En el seno de la religión pagana de la antigua Grecia se produce una evolución muy significativa: las oraciones, aunque siguen invocando la ayuda divina para obtener el favor celestial en todas las circunstancias de la vida diaria y para conseguir beneficios materiales, se orientan progresivamente hacia peticiones más desinteresadas, que permiten al hombre creyente profundizar su relación con Dios y ser mejor. Por ejemplo, el gran filósofo Platón refiere una oración de su maestro, Sócrates, considerado con razón uno de los fundadores del pensamiento occidental. Sócrates rezaba así: «Haz que yo sea bello por dentro; que yo considere rico a quien es sabio y que sólo posea el dinero que puede tomar y llevar el sabio. No pido más». Quisiera ser sobre todo bello por dentro y sabio, y no rico de dinero.
En esas excelsas obras maestras de la literatura de todos los tiempos que son las tragedias griegas, todavía hoy, después de veinticinco siglos, leídas, meditadas y representadas, se encuentran oraciones que expresan el deseo de conocer a Dios y de adorar su majestad. Una de ellas reza así: «Oh Zeus, soporte de la tierra y que sobre la tierra tienes tu asiento, ser inescrutable, quienquiera que tú seas —ya necesidad de la naturaleza o mente de los hombres—, a ti dirijo mis súplicas. Pues conduces todo lo mortal conforme a la justicia por caminos silenciosos».
Dios permanece un poco a este Dios desconocido y reza a aquel que guía los caminos de la tierra. También entre los romanos, que constituyeron el gran imperio en el que nació y se difundió en gran parte el cristianismo de los orígenes, la oración, aun asociada a una concepción utilitarista y fundamentalmente vinculada a la petición de protección divina sobre la vida de la comunidad civil, se abre a veces a invocaciones admirables por el fervor de la piedad personal, que se transforma en alabanza y acción de gracias. Lo atestigua un autor del África romana del siglo II después de Cristo, Apuleyo. En sus escritos manifiesta la insatisfacción de los contemporáneos respecto a la religión tradicional y el deseo de una relación más auténtica con Dios. En su obra maestra, titulada Las metamorfosis, un creyente se dirige a una divinidad femenina con estas palabras: «Tú sí eres santa; tú eres en todo tiempo salvadora de la especie humana; tú, en tu generosidad, prestas siempre ayuda a los mortales; tú ofreces a los miserables en dificultades el dulce afecto que puede tener una madre. Ni día ni noche ni instante alguno, por breve que sea, pasa sin que tú lo colmes de tus beneficios». (...) En estos ejemplos de oraciones de las diversas épocas y civilizaciones se constata la conciencia que tiene el ser humano de su condición de criatura y de su dependencia de Otro superior a él y fuente de todo bien. El hombre de todos los tiempos reza porque no puede menos de preguntarse cuál es el sentido de su existencia, que permanece oscuro y desalentador si no se pone en relación con el misterio de Dios y de su designio sobre el mundo.

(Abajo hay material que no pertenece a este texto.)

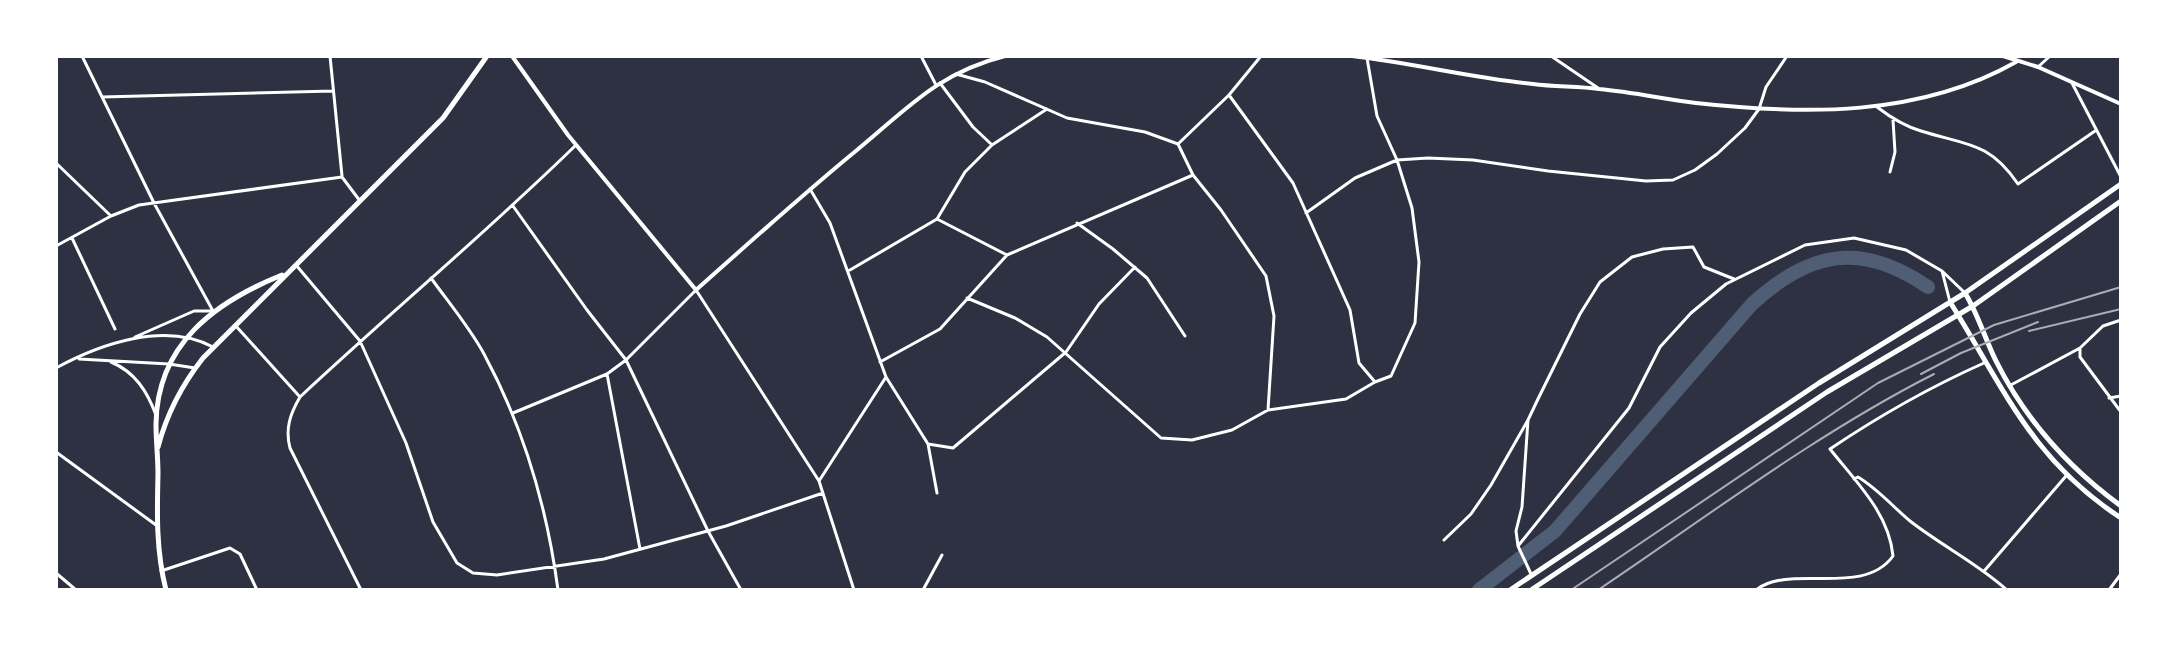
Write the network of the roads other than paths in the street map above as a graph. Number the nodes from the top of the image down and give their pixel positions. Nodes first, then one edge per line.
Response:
1 (82, 56) edge
2 (330, 56) edge
3 (487, 56) edge
4 (512, 56) edge
5 (921, 56) edge
6 (1005, 56) edge
7 (1261, 56) edge
8 (1352, 56) edge
9 (1551, 56) edge
10 (1787, 56) edge
11 (2003, 56) edge
12 (2050, 56) edge
13 (1367, 58) edge
14 (2016, 62) junction
15 (2038, 67) junction
16 (953, 74) junction
17 (2072, 83) junction
18 (938, 84) junction
19 (1598, 88) junction
20 (333, 91) junction
21 (1229, 95) junction
22 (102, 97) junction
23 (2120, 105) edge
24 (1877, 107) junction
25 (1047, 109) junction
26 (1759, 109) junction
27 (1893, 119) junction
28 (2095, 131) junction
29 (1178, 144) junction
30 (576, 145) junction
31 (992, 145) junction
32 (1397, 160) junction
33 (56, 163) edge
34 (1890, 172) dead end
35 (1193, 175) junction
36 (342, 177) junction
37 (2121, 177) edge
38 (2121, 184) edge
39 (810, 189) junction
40 (360, 201) junction
41 (2121, 201) edge
42 (154, 203) junction
43 (513, 206) junction
44 (1306, 213) junction
45 (111, 216) junction
46 (937, 219) junction
47 (1077, 223) junction
48 (72, 238) junction
49 (56, 246) edge
50 (1007, 255) junction
51 (296, 265) junction
52 (1135, 267) junction
53 (848, 271) junction
54 (1942, 271) junction
55 (287, 273) junction
56 (431, 278) junction
57 (1734, 279) junction
58 (696, 290) junction
59 (1965, 293) junction
60 (967, 298) junction
61 (1950, 302) junction
62 (1973, 306) junction
63 (213, 311) junction
64 (1958, 316) junction
65 (2121, 320) edge
66 (235, 324) junction
67 (115, 329) dead end
68 (1185, 336) dead end
69 (186, 338) junction
70 (130, 339) junction
71 (360, 341) junction
72 (213, 347) junction
73 (2080, 348) junction
74 (1066, 352) junction
75 (75, 359) junction
76 (626, 360) junction
77 (107, 361) junction
78 (880, 362) junction
79 (1984, 363) junction
80 (169, 364) junction
81 (56, 368) edge
82 (195, 368) junction
83 (607, 374) junction
84 (886, 377) junction
85 (1375, 382) junction
86 (2009, 386) junction
87 (2121, 396) edge
88 (300, 397) junction
89 (2109, 398) junction
90 (1268, 410) junction
91 (2121, 412) edge
92 (513, 413) junction
93 (157, 418) junction
94 (1528, 420) junction
95 (928, 444) junction
96 (158, 447) junction
97 (56, 452) edge
98 (2066, 476) junction
99 (1853, 479) junction
100 (819, 481) junction
101 (823, 493) junction
102 (937, 493) dead end
103 (2121, 506) edge
104 (2121, 518) edge
105 (156, 525) junction
106 (708, 531) junction
107 (1444, 540) dead end
108 (1518, 546) junction
109 (640, 549) junction
110 (942, 555) dead end
111 (555, 566) junction
112 (1985, 570) junction
113 (161, 571) junction
114 (56, 573) edge
115 (2121, 574) edge
116 (1532, 575) junction
117 (76, 590) edge
118 (166, 590) edge
119 (257, 590) edge
120 (361, 590) edge
121 (558, 590) edge
122 (741, 590) edge
123 (854, 590) edge
124 (923, 590) edge
125 (1510, 590) edge
126 (1531, 590) edge
127 (1756, 590) edge
128 (2007, 590) edge
129 (2109, 590) edge

1 - 22 street
2 - 20 street
3 - 40 main road
4 - 30 street
5 - 18 street
6 - 16 street
7 - 21 street
8 - 13 street
9 - 19 street
10 - 26 street
11 - 14 street
12 - 15 street
13 - 19 street
13 - 32 street
14 - 15 street
14 - 24 street
15 - 17 street
16 - 18 street
16 - 25 street
17 - 23 street
17 - 28 street
18 - 31 street
18 - 39 street
19 - 26 street
20 - 22 street
20 - 36 street
21 - 29 street
21 - 44 street
22 - 42 street
24 - 26 street
24 - 27 street
25 - 29 street
25 - 31 street
26 - 32 street
27 - 28 street
27 - 34 street
28 - 37 street
29 - 35 street
30 - 43 street
30 - 58 street
31 - 46 street
32 - 44 street
32 - 85 street
33 - 45 street
35 - 47 street
35 - 90 street
36 - 40 street
36 - 42 street
38 - 59 main road
39 - 53 street
39 - 58 street
40 - 51 main road
41 - 62 main road
42 - 45 street
42 - 63 street
43 - 56 street
43 - 76 street
44 - 85 street
45 - 48 street
46 - 50 street
46 - 53 street
47 - 50 street
47 - 52 street
48 - 49 street
48 - 67 street
50 - 60 street
51 - 55 main road
51 - 71 street
52 - 68 street
52 - 74 street
53 - 78 street
54 - 57 street
54 - 59 street
54 - 61 street
55 - 63 main road
55 - 66 main road
56 - 71 street
56 - 92 street
57 - 94 street
57 - 108 street
58 - 76 street
58 - 100 street
59 - 61 main road
59 - 62 main road
60 - 74 street
60 - 78 street
61 - 64 main road
61 - 116 main road
62 - 64 main road
62 - 86 main road
63 - 69 main road
63 - 70 street
64 - 79 main road
64 - 126 main road
65 - 73 street
66 - 72 main road
66 - 88 street
69 - 70 street
69 - 72 street
69 - 80 main road
70 - 75 street
71 - 88 street
71 - 111 street
72 - 82 main road
73 - 86 street
73 - 89 street
74 - 90 street
74 - 95 street
75 - 77 street
75 - 81 street
76 - 83 street
76 - 106 street
77 - 80 street
77 - 93 street
78 - 84 street
79 - 98 main road
79 - 99 street
80 - 82 street
80 - 93 main road
82 - 96 main road
83 - 92 street
83 - 109 street
84 - 95 street
84 - 100 street
85 - 90 street
86 - 103 main road
87 - 89 street
88 - 120 street
89 - 91 street
92 - 111 street
93 - 96 main road
94 - 107 street
94 - 108 street
95 - 102 street
96 - 105 main road
97 - 105 street
98 - 104 main road
98 - 112 street
99 - 112 street
99 - 127 street
100 - 101 street
101 - 106 street
101 - 123 street
105 - 113 main road
106 - 109 street
106 - 122 street
108 - 116 street
109 - 111 street
110 - 124 street
111 - 121 street
112 - 128 street
113 - 118 main road
113 - 119 street
114 - 117 street
115 - 129 street
116 - 125 main road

La vida humana es un entrelazamiento de bien y mal, de sufrimiento inmerecido y de alegría y belleza, que de modo espontáneo e irresistible nos impulsa a pedir a Dios aquella luz y aquella fuerza interiores que nos socorran en la tierra y abran una esperanza que vaya más allá de los confines de la muerte. Las religiones paganas son una invocación que desde la tierra espera una palabra del cielo.
En los ejemplos de oración de las diversas culturas, que hemos considerado, podemos ver un testimonio de la dimensión religiosa y del deseo de Dios inscrito en el corazón de todo hombre, que tienen su cumplimiento y expresión plena en el Antiguo y en el Nuevo Testamento. La Revelación, en efecto, purifica y lleva a su plenitud el originario anhelo del hombre a Dios, ofreciéndole, en la oración, la posibilidad de una relación más profunda con el Padre celestial.”